Nonostante Escher sostenesse che il significato di un'opera si fermi alla sua mera e semplice rappresentazione, la particolarità dei suoi disegni ci invita ad andare al di là di essi.

Mani che disegnano è una litografia del 1948.

Ad un primo sguardo potrebbe sembrarci che la mano destra stia disegnando la manica della sinistra... però, riguardando attentamente, appare il contrario: la mano sinistra che poggia la punta della matita sulla manica della mano destra sembra ormai stanca di disegnare ed è così inclinata verso il foglio, come se fosse in posizione di riposo. Mentre, la destra, rialzata sul foglio grazie ad un effetto di rilievo incredibilmente realistico, è intenta a disegnare l'altra manica. E' da notare come l'effetto del rilievo sia dato dalle ombreggiature che Escher ha disegnato sul dorso delle mani e sulle dita. Sembra che pian piano le mani prendano volume e allo stesso tempo vita dal foglio. Le maniche sono rapprensentate a due dimensioni e anche parte del polso; poi le mani prendono volume e si rialzano rispetto al piano bidimenzionale del foglio.

Forse queste mani così vive avrebbero poi deciso di staccare, da quell'ipotetico foglio, le puntine che lo tengono fisso sul piano, e così uscire da quella gabbia di carta... continuare a disegnare il resto del corpo, finendo insieme di tracciare le linee di matita sulla bocca della persona che avrebbe posseduto quelle mani, e dargli infine la voce.

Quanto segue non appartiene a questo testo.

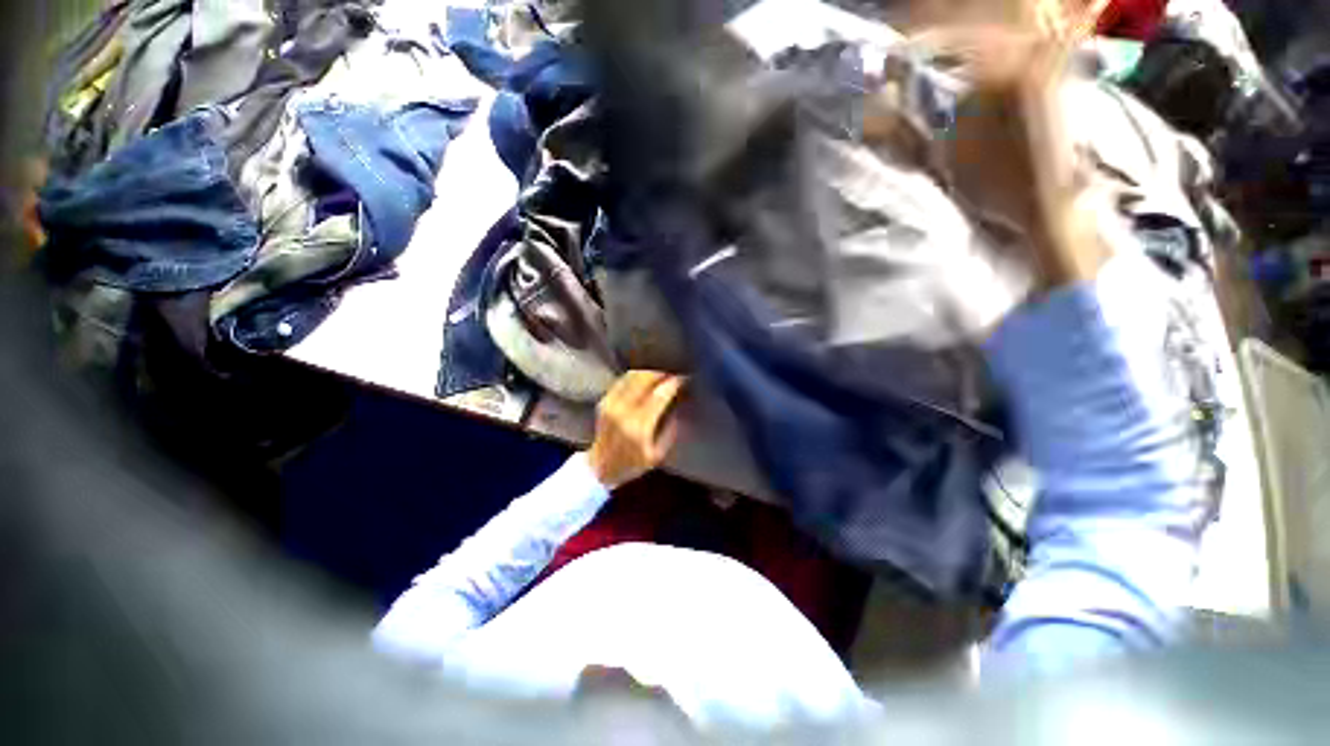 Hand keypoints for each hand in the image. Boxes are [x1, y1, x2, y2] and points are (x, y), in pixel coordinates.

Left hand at [586, 371, 684, 489]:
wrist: (600, 467)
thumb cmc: (632, 464)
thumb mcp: (657, 455)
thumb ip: (670, 431)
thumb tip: (678, 406)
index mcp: (638, 428)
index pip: (659, 395)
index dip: (673, 383)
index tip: (684, 377)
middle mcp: (623, 412)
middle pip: (644, 379)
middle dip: (662, 372)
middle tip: (674, 370)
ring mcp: (611, 404)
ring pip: (632, 376)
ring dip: (649, 371)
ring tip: (662, 371)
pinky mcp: (604, 401)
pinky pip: (622, 381)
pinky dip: (637, 375)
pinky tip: (646, 376) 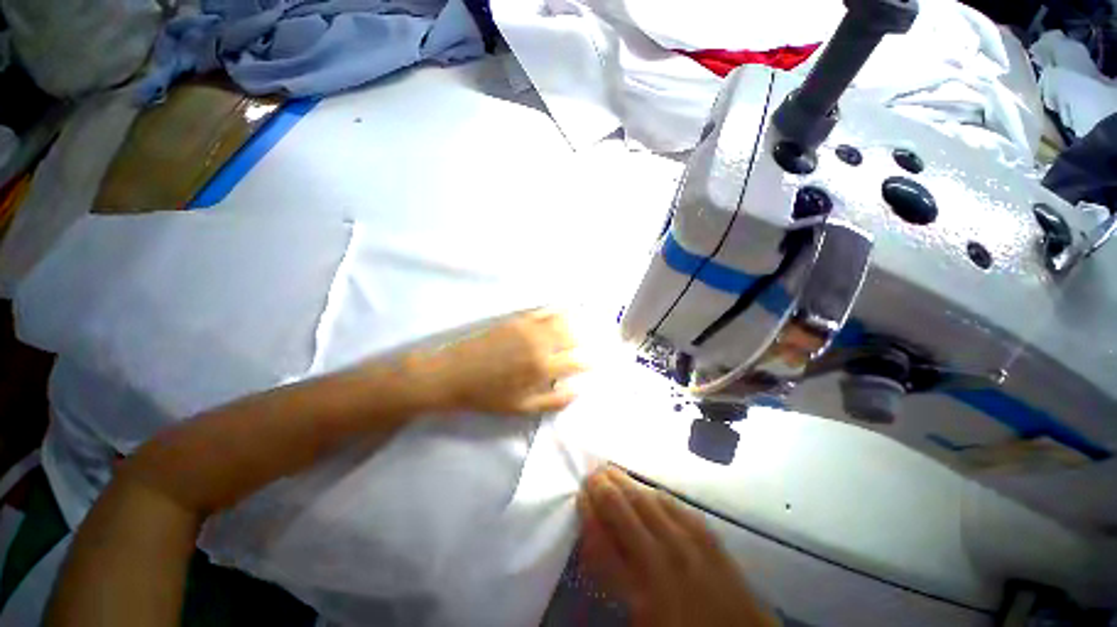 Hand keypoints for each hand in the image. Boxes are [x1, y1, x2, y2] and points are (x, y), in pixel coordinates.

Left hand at [417, 309, 587, 415]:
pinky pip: (542, 311)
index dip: (589, 361)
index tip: (595, 362)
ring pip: (560, 319)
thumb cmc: (487, 396)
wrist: (452, 375)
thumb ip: (553, 401)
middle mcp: (540, 343)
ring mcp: (528, 327)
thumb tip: (577, 391)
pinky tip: (560, 311)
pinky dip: (555, 311)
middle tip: (587, 343)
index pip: (577, 361)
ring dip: (573, 322)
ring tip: (579, 325)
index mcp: (543, 367)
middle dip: (583, 339)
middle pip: (572, 335)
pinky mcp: (516, 319)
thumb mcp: (521, 408)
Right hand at [578, 467, 781, 626]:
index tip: (579, 495)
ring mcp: (689, 543)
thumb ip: (613, 574)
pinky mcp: (709, 536)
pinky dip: (654, 493)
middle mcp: (663, 559)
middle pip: (624, 510)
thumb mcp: (638, 617)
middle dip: (603, 488)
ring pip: (648, 500)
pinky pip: (675, 504)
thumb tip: (595, 536)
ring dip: (626, 483)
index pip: (603, 540)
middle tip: (590, 474)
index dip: (588, 513)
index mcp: (642, 589)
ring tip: (611, 472)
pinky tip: (647, 489) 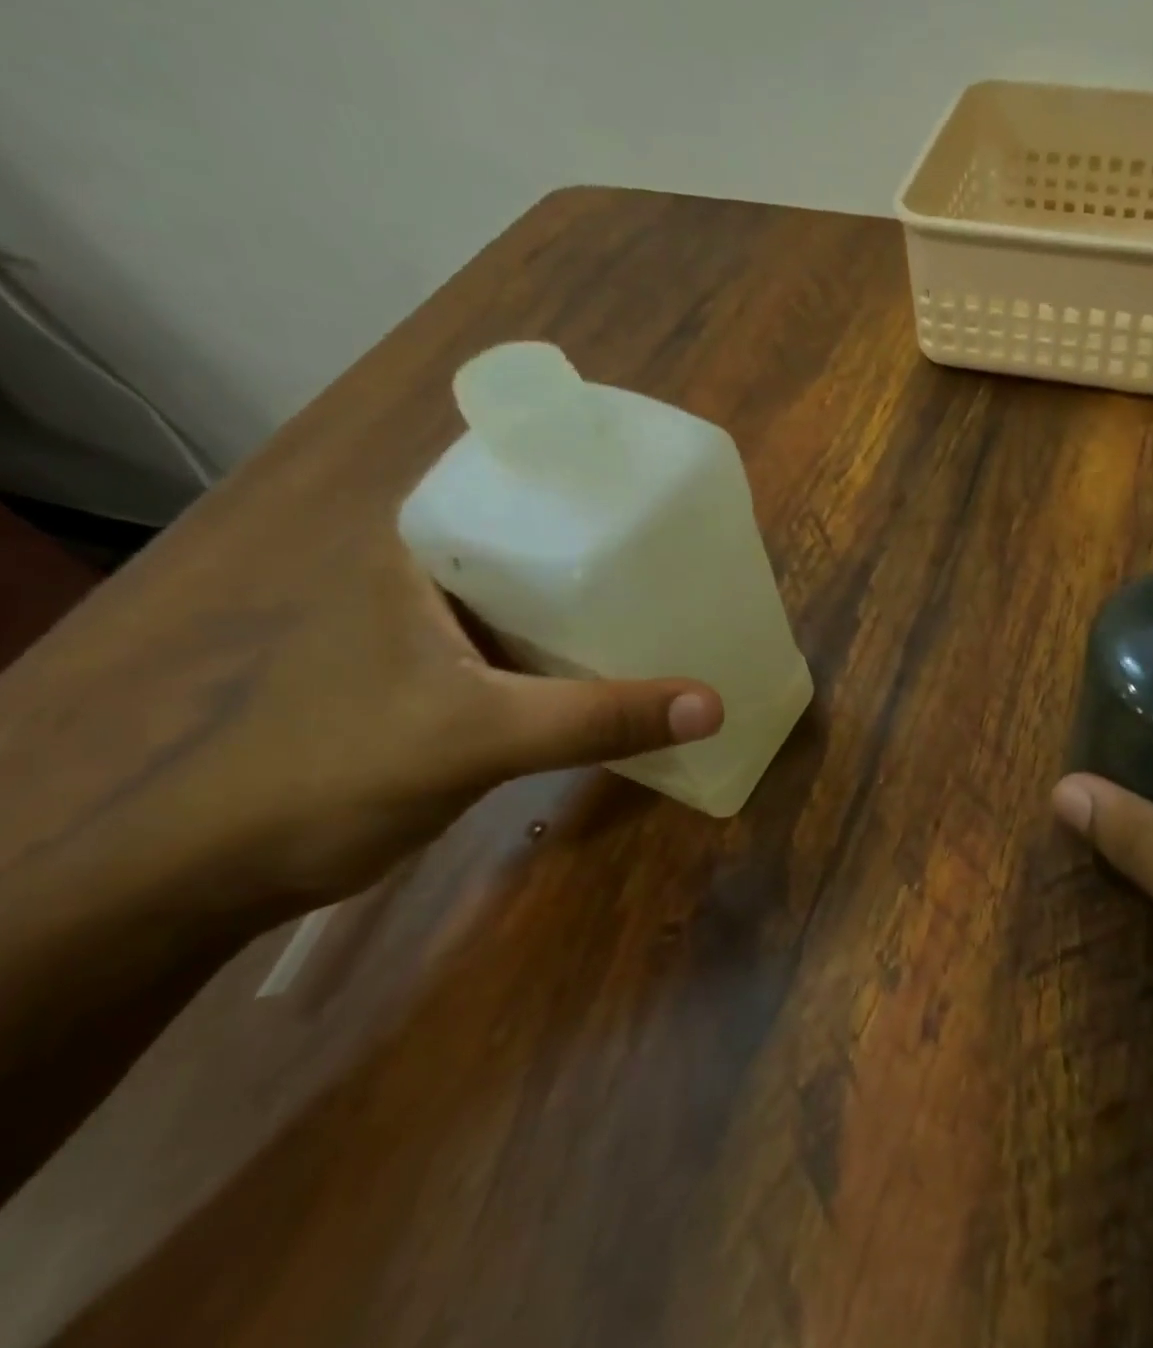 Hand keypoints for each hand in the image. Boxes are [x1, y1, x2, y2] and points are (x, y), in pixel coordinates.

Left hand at [0, 528, 721, 934]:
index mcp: (419, 553)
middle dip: (613, 550)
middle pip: (541, 545)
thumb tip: (714, 705)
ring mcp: (441, 633)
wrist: (242, 861)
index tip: (665, 496)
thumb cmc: (344, 768)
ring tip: (678, 603)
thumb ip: (599, 719)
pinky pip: (535, 653)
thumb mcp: (484, 735)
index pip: (517, 486)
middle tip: (692, 554)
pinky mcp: (453, 682)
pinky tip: (630, 669)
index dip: (592, 486)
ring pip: (540, 603)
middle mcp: (431, 580)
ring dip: (600, 608)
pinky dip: (580, 658) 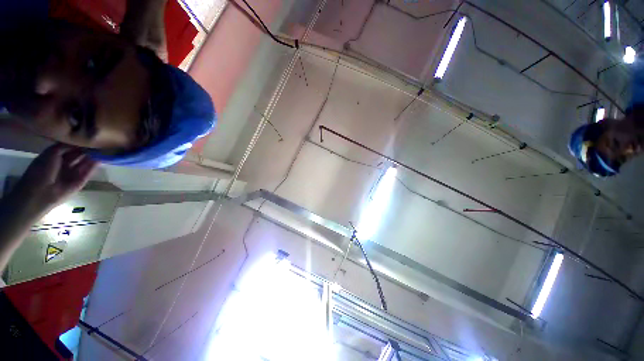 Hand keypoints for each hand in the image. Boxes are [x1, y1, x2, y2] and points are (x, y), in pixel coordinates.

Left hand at [13, 144, 97, 213]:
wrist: (41, 192)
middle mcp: (65, 164)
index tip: (88, 135)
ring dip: (94, 156)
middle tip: (99, 141)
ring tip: (105, 148)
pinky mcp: (81, 181)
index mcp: (55, 156)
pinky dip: (95, 165)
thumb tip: (81, 140)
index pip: (70, 147)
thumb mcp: (51, 153)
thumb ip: (65, 146)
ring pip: (85, 162)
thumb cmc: (41, 170)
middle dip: (88, 149)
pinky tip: (103, 158)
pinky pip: (88, 172)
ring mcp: (73, 173)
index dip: (78, 142)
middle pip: (79, 154)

Infondo però, riflettendo sull'opera di Escher, bisogna indirizzare la nostra attenzione su un particolare: se la mano destra fosse la prima mano che avrebbe dato vita alla sinistra, allora cosa ha dato precedentemente vita alla destra? Siccome è impossibile stabilirlo credo sia meglio dunque considerarle l'una come la conseguenza dell'essere dell'altra. Una sorta di ciclo infinito come in altre sue opere, quali "Cascata", "Rettili" e "Relatività".